AOL adds third party email providers to its homepage

AOL adds third party email providers to its homepage Two years after AOL replaced its subscription service with an ad-based model, the web veteran has redesigned its homepage to incorporate competing services, in a bid to attract lost consumers to its site. The internet portal will now allow integration with third party email features, including Gmail, Hotmail and Yahoo! Mail, from AOL.com.

The change marks a shift in the way AOL wants its users to interact with its homepage, which - according to comScore - currently attracts 105 million worldwide visitors a month. The move also makes AOL the first of the high profile web portals to give its competitors space on its site; Yahoo! and MSN, for instance, are unlikely to spare inches for the likes of Google on their homepages.

The modifications are expected to appear on AOL.com today. According to TechCrunch, more features - including personalised bookmarks, social networking access and an RSS reader - will be added in October. The ability to view social networks is likely to cause a particular stir - not just because third party networks like Facebook and MySpace will be incorporated, but because it will mark AOL's first real integration of Bebo on its homepage, after it acquired the popular site for $850 million in March this year.

The announcement of a new and improved AOL.com comes at a time when the company's future appears to be in doubt. In August, bigmouthmedia reported that the portal could be on the verge of a split from its parent company, Time Warner, who appeared keen to sell the company's advertising and content business for just $10 billion.

The relatively low valuation is of no real surprise to industry commentators. The Wall Street Journal, for example, reports that AOL's ad growth has stalled this year, when compared to the online advertising market as a whole. In the US, online ad growth was marked at 20 per cent in the second quarter; AOL's ad growth in the same quarter, on the other hand, appeared to have stagnated at 1.5 per cent. In addition, the web portal's ad growth was bogged down by a 14 per cent drop in display advertising - graphical ads that remain one of the main features of AOL's homepage.

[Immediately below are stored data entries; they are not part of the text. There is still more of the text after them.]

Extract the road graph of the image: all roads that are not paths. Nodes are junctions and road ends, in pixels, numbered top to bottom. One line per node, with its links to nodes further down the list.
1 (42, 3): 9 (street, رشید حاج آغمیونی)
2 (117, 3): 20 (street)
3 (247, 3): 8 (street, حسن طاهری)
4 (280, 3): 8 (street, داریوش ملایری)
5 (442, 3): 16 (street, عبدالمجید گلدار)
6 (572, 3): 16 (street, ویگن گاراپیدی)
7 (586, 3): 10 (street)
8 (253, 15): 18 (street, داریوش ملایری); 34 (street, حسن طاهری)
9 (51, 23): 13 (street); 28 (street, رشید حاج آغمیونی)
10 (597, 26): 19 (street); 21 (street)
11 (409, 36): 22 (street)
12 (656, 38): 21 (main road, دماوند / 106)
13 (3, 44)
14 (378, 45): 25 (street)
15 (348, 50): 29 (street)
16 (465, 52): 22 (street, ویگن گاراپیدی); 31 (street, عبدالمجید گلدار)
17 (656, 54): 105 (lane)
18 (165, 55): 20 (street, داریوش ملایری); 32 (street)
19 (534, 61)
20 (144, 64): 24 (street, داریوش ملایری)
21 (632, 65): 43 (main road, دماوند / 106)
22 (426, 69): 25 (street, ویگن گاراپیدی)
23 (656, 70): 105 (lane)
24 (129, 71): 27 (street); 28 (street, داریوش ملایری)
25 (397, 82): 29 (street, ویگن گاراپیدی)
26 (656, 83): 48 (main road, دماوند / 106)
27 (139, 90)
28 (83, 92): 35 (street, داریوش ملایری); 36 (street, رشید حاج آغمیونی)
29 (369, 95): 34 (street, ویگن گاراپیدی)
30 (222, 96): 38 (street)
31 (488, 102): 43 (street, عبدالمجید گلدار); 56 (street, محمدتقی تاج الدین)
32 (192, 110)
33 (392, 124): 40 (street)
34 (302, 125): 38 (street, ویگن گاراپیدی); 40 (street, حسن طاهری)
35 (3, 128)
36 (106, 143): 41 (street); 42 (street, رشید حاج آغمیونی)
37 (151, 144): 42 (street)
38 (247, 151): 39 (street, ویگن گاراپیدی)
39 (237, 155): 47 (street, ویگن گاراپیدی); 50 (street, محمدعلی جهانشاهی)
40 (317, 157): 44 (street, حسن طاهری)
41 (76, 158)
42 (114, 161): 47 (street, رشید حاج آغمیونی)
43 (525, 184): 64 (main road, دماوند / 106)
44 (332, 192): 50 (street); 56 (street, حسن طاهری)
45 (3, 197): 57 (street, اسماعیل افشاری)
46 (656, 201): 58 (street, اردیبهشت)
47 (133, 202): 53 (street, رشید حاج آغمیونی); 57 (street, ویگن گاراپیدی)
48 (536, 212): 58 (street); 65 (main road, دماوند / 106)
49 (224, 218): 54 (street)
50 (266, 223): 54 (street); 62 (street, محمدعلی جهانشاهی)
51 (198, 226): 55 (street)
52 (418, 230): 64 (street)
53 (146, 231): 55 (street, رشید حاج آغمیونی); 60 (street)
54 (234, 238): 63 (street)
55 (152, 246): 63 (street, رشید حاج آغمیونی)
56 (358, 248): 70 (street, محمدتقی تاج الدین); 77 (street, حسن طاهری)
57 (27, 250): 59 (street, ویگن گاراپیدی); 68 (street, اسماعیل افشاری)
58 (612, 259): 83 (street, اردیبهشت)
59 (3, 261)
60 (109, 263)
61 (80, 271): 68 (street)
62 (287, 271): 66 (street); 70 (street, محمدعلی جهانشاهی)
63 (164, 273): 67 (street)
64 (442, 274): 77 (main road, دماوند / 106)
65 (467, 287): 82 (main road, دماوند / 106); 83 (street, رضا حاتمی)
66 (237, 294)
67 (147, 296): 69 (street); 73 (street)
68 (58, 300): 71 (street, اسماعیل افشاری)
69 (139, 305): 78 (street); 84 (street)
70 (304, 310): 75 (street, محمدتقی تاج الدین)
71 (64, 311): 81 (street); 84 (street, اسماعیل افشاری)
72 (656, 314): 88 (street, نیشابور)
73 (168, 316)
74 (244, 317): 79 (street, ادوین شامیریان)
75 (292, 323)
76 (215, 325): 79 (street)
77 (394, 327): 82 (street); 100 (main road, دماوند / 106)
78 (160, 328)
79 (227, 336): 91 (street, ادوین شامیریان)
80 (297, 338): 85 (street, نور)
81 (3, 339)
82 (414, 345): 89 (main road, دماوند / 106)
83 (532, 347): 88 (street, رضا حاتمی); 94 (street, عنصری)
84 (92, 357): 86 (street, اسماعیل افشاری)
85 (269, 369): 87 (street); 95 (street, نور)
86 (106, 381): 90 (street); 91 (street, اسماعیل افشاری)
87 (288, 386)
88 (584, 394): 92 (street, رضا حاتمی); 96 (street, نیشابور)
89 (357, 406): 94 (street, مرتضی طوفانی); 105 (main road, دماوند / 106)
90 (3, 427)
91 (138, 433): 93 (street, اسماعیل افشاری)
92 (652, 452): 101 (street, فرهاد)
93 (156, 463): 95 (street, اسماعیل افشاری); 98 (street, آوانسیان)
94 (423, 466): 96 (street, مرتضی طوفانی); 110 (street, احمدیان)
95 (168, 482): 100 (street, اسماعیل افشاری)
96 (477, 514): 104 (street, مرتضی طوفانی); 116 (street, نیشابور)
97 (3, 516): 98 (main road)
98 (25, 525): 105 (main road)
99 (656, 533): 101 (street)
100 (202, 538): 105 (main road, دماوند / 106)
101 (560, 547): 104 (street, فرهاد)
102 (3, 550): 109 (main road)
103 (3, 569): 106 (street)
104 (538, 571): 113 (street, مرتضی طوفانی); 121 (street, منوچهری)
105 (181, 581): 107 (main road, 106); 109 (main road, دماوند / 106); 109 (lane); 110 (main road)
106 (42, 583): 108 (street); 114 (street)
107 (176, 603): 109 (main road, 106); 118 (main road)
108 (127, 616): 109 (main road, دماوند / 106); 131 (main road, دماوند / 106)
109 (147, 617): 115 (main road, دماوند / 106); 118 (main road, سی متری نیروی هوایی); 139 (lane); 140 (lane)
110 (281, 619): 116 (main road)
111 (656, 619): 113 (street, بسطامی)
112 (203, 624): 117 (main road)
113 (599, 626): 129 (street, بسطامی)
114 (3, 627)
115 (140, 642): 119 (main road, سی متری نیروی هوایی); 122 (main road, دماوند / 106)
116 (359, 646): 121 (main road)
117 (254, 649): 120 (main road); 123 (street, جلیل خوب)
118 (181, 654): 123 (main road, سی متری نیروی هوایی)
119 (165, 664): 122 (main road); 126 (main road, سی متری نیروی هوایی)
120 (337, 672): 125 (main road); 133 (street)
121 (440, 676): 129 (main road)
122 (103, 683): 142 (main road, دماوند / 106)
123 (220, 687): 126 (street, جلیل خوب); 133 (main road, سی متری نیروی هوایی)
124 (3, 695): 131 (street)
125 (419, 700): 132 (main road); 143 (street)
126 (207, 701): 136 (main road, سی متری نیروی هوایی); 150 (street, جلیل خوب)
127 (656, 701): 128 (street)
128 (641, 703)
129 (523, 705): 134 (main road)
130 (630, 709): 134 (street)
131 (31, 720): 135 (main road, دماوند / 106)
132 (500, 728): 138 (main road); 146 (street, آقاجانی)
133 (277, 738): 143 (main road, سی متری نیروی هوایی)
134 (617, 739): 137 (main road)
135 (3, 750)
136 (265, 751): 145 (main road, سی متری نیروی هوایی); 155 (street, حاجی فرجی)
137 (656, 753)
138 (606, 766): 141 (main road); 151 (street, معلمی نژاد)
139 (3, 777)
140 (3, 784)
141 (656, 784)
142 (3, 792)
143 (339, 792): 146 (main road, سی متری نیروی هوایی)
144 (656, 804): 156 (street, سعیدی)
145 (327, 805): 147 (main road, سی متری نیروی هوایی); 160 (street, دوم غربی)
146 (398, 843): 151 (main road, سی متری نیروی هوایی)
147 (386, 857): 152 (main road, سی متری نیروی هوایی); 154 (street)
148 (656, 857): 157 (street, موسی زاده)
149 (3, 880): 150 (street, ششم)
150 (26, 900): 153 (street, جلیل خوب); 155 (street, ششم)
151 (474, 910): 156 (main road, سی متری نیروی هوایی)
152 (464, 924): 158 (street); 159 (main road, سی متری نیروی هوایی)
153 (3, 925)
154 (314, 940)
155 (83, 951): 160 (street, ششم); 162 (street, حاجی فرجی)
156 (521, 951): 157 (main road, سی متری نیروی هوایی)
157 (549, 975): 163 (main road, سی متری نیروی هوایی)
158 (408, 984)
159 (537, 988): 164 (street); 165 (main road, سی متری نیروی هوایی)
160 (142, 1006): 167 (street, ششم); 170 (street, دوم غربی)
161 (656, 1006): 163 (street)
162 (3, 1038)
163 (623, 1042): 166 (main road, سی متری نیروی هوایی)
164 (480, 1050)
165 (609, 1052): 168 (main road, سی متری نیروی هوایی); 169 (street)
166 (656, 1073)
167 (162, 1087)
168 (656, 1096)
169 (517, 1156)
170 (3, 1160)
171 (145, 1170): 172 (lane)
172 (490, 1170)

Earlier this year, AOL received a lot of press coverage when it was speculated that fellow web pioneer Yahoo! was seeking a merger with the company, in a bid to fend off a hostile takeover by software giant Microsoft. Yahoo!'s ad partnership with Google put a stop to that, but AOL is still pushing forward with its plans to expand and enhance its services. But while its closer rivals, like Yahoo! and MSN, simply play catch-up with internet dominatrix Google, AOL's quest is more a matter of survival in an industry that largely regards it as a relic of a bygone digital age.